The minute my plane touched down in Nagoya, two IES staff members greeted me in the airport. This was such a relief for me, as I had never been in a foreign country before--let alone one where the native language isn't English! The staff members were so polite and helped me and two of my fellow participants to the hotel that we'd be staying in for the weekend. On the train ride there, we introduced ourselves and talked about various aspects of American and Japanese culture (in a mix of Japanese and English) and just our initial reactions at being in Japan. It was comforting to have them there with me, and they assuaged any lingering fears or worries that I had about being in a country so far from home.
My first weekend in Japan was an orientation guided by two IES staff members. They gave us emergency resources, talked about some cultural differences and difficulties that we might face, and organized a traditional Japanese meal for us. It was a perfect transitioning weekend that helped me and the other participants become comfortable with our new home for the next 6 weeks.
I won't lie and say transitioning to life in Japan was easy; being in a foreign country for the first time, especially when you don't speak the official language fluently, is tough. Tasks that I wouldn’t give a second thought to in America like doing laundry and buying groceries were challenging. My advice to overcoming these challenges is this: observe how your Japanese classmates carry out their day-to-day lives and never be afraid to ask for help.
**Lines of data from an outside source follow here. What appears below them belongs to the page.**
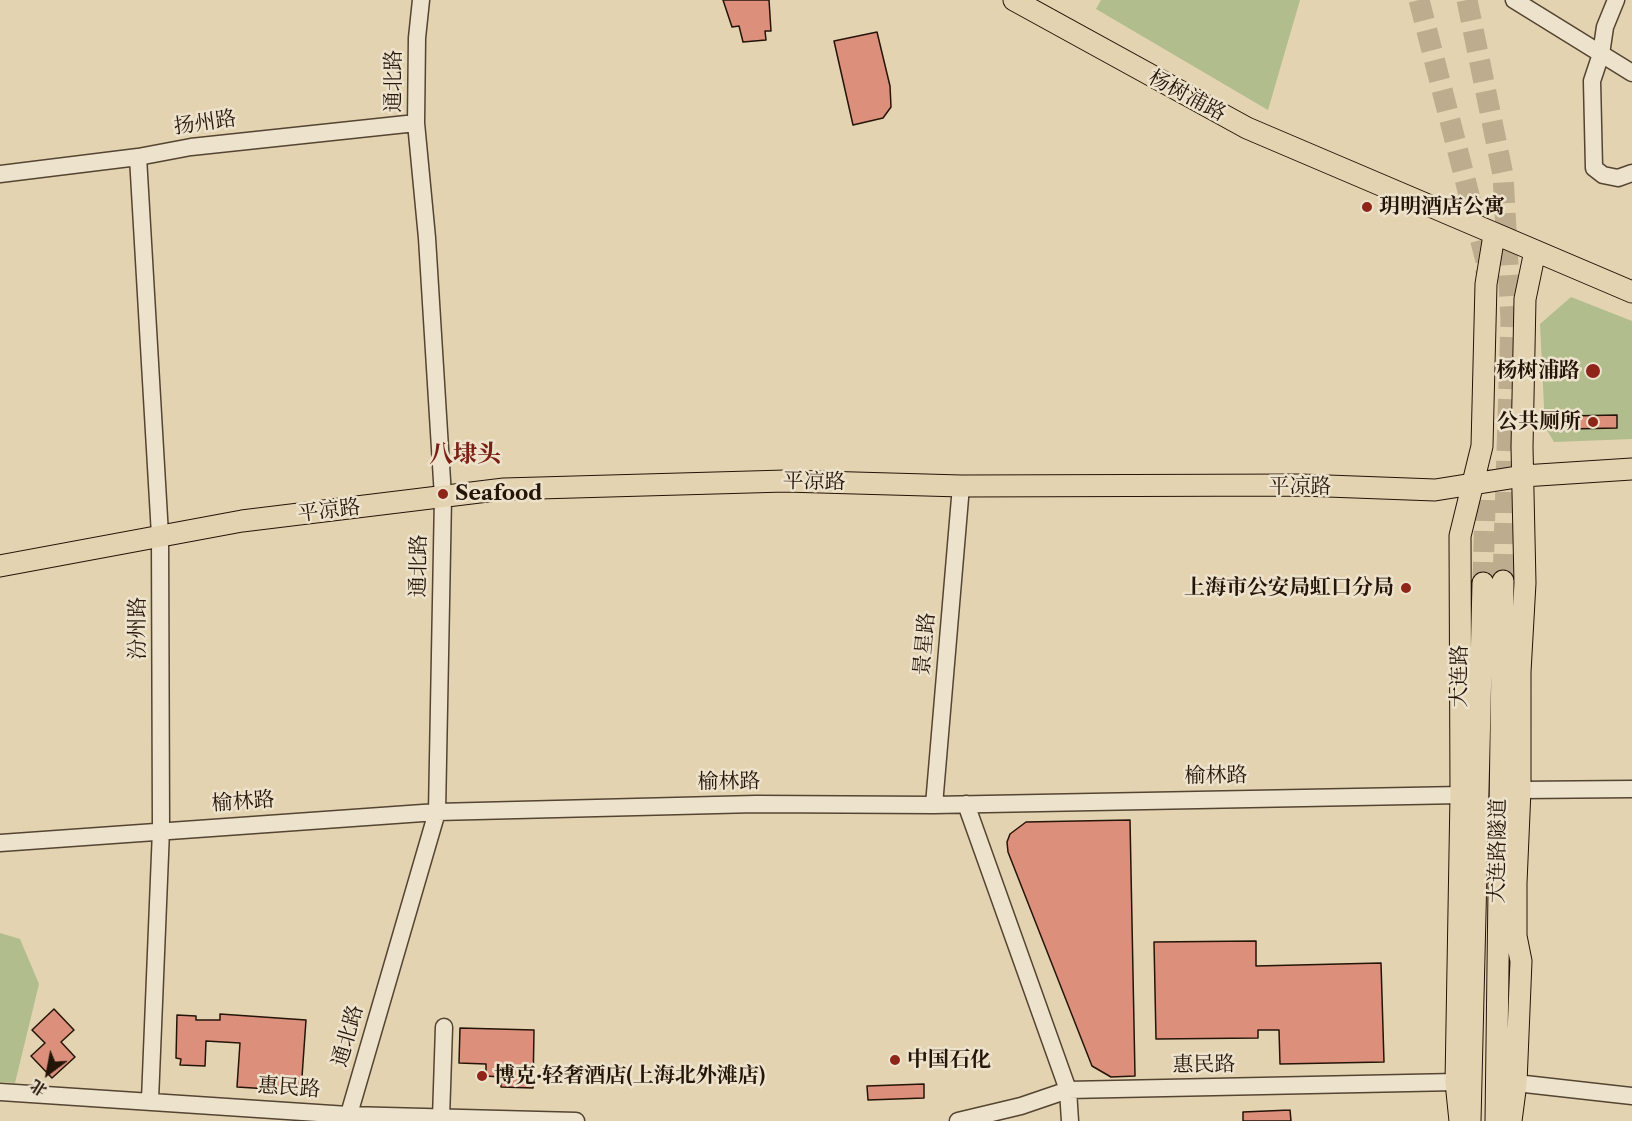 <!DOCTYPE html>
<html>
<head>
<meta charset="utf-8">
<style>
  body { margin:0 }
  #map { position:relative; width:1632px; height:1121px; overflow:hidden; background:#e3d3b0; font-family:"Libre Caslon Text","Noto Serif SC",serif }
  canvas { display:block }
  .north { position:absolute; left:18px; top:1043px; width:60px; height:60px; -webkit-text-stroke:4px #ede2cc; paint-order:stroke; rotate:212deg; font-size:16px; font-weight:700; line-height:24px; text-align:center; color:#251408 }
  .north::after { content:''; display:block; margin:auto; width:21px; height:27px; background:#251408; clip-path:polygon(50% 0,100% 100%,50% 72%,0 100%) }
</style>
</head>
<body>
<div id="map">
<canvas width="1632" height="1121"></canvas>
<div class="north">北</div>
</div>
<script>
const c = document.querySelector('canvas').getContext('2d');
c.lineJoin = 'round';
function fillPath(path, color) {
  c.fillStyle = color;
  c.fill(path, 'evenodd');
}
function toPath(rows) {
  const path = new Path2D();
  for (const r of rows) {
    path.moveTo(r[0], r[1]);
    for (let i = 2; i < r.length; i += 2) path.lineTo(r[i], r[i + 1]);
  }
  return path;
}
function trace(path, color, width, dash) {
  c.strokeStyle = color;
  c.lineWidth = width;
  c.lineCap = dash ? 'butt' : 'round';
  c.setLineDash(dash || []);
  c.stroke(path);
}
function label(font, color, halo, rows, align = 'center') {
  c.font = font + ' "Libre Caslon Text","Noto Serif SC",serif';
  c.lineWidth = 5;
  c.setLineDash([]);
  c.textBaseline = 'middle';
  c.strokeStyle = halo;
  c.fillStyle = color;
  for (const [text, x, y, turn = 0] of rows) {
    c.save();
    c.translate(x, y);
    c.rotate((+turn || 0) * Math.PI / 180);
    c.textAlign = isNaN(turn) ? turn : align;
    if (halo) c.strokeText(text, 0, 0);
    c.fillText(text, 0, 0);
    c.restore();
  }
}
fillPath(toPath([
  [1101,0,1300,0,1268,110,1096,9],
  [1571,297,1632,321,1632,439,1554,442,1545,427,1540,324],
  [0,933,20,939,39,984,15,1083,0,1082]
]), '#b1bd8d');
const building = toPath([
  [723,0,769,0,771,31,765,31,766,40,743,42,739,26,732,27,723,0],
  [877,32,890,86,891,107,883,118,853,125,834,41,877,32],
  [1617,415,1617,428,1569,429,1569,416,1617,415],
  [1130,820,1135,1076,1111,1077,1092,1066,1008,852,1007,842,1010,834,1026,822,1130,820],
  [1256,941,1256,966,1381,963,1384,1062,1280,1064,1279,1030,1258,1030,1258,1038,1156,1039,1154,942,1256,941],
  [54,1009,74,1030,61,1042,75,1057,52,1078,31,1056,45,1043,32,1030,54,1009],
  [220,1014,306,1020,301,1091,237,1087,240,1043,206,1041,205,1066,180,1065,181,1059,176,1058,177,1015,196,1016,196,1020,220,1020,220,1014],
  [460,1028,534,1030,533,1088,501,1087,501,1077,486,1076,486,1064,459,1063,460,1028],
  [924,1084,924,1098,868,1100,867,1086,924,1084],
  [1290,1110,1291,1121,1243,1121,1243,1112,1290,1110]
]);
fillPath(building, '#dc907c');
trace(building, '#251408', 1.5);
trace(toPath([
  [1419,0,1486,261,1486,273],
  [1467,0,1503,175,1511,320,1503,581],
  [1483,583,1486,466]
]), '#bdad8e', 21, [21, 10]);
const minor = toPath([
  [1514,0,1632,73],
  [1616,0,1605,27,1601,54,1592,81,1594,168,1603,175,1618,178,1632,173],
  [138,157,160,535,161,830,150,1100],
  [0,174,138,157,191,147,416,123],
  [1520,790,1632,789],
  [966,804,1068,1090,1070,1121],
  [934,805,961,486],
  [0,843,437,812,756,804,934,805,1461,795],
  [1516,1083,1632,1096],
  [0,1092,348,1115,576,1121],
  [441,1118,444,1027],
  [347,1121,437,812,443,497,427,238,416,123,417,38,421,0],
  [958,1121,1021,1106,1068,1090,1456,1082]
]);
const major = toPath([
  [1014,0,1247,128,1632,292],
  [0,566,242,521,504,489,785,481,961,486,1301,485,1435,490,1523,476,1632,469],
  [1460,1121,1456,1082,1461,795,1460,536,1482,446,1486,284,1494,235],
  [1470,1121,1483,583],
  [1496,1121,1503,581],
  [1511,1121,1516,1083,1521,961,1516,936,1516,883,1520,790,1520,672,1525,583,1522,447,1525,299,1535,251]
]);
trace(minor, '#544432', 19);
trace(major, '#251408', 23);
trace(minor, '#ede2cc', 16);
trace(major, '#e3d3b0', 21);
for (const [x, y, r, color] of [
  [1367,207,6,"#8f2418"],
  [1593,371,8,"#8f2418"],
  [1593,422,6,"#8f2418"],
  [443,494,6,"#8f2418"],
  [1406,588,6,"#8f2418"],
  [895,1060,6,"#8f2418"],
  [482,1076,6,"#8f2418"]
]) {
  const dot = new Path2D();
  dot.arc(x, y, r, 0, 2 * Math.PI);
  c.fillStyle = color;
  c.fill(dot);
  trace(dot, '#ede2cc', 2);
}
label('21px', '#251408', '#ede2cc', [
  ["通北路",394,81,-90],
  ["杨树浦路",1187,96,28],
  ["扬州路",205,123,-8],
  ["平凉路",814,482,1],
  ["平凉路",1300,487],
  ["平凉路",329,511,-7],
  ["通北路",419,566,-89],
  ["汾州路",138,628,-90],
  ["景星路",925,644,-85],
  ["大连路",1460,676,-90],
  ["榆林路",1216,776,-1],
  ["榆林路",729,782,-1],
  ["榆林路",243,802,-4],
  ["大连路隧道",1498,851,-89],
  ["通北路",348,1036,-74],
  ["惠民路",1204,1065,-1],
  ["惠民路",289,1088,4]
]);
label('bold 21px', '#251408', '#ede2cc', [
  ["玥明酒店公寓",1379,207],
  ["杨树浦路",1580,371,"right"],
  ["公共厕所",1581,422,"right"],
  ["Seafood",455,494],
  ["上海市公安局虹口分局",1394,588,"right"],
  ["中国石化",907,1060],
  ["博克·轻奢酒店(上海北外滩店)",494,1076]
], 'left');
label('bold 24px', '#7a1f14', '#ede2cc', [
  ["八埭头",465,455]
]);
</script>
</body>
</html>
My time in Japan was short, but I felt like I had seen a lot and learned a lot about the places that I visited. Because of IES, I was able to see my host city in a new way, through several different cultural events like the community Tanabata celebration and the TAO drum performance. I also explored more of Kyoto than I ever thought I would; Kyoto is such a historically and culturally rich city with an abundance of shrines, temples, and historical landmarks, and our weekend field trip to Kyoto allowed us to visit a handful of the most famous landmarks in a short span of time. Although I was extremely tired after the trip, I'm glad that I had the chance to see so much of such a beautiful city. IES Abroad field trips supplemented an already incredible study abroad experience by helping me to see more of Japan, both geographically and culturally, than I ever thought possible.
One aspect that I loved about IES is that they organized these field trips and events, but the time commitment was never overwhelming. I still had free time so I could hang out with my new friends and go to karaoke or a local ramen shop, or plan small field trips of our own to museums and castles.
As far as academics go, Nanzan University provided a rigorous and highly beneficial language learning environment. We had classes 5 days a week, around 3 hours a day with a 15-minute break in between, and then homework on a daily basis. What I loved about Nanzan was that they provide so many opportunities for international students to interact with Japanese students, both inside and outside of the classroom. Every Friday, our sensei would invite Japanese students to our class and we would start off the class by having conversations with them for 20-minutes. There were also daily events such as the Japan Plaza where you could go and get homework help or just informally converse in Japanese, and other frequent events such as Coffee Hour where you could converse and play games with Japanese students. They also organized several field trips (some just for international students, some for international and Japanese students) to various places such as Shirakawa-go, a beautiful UNESCO World Heritage Site nestled in the mountains, and even a sumo championship held in Nagoya! The environment that Nanzan University provided was so inviting and fun.
If you attend, I highly recommend staying in the International Student Dormitories. For the girls dorm, you’re guaranteed one Japanese roommate, plus up to 2 other roommates from anywhere in the world! The dorms are more like 4-bedroom apartments with a shared bathroom area, kitchen area, and common area. The guys dorms are single rooms, but there is still at least one Japanese student on each floor, so you won’t lose the opportunity to converse with native Japanese speakers, even when you’re settled in for the night.
Despite only being in Japan for 6 weeks, it felt like a lifetime because of all of the incredible people that I met and places that I saw. Overall, I highly recommend studying through IES Abroad if you’re looking to get the most out of your time abroad and explore every nook and cranny of your host country, with the support of a genuine and caring staff.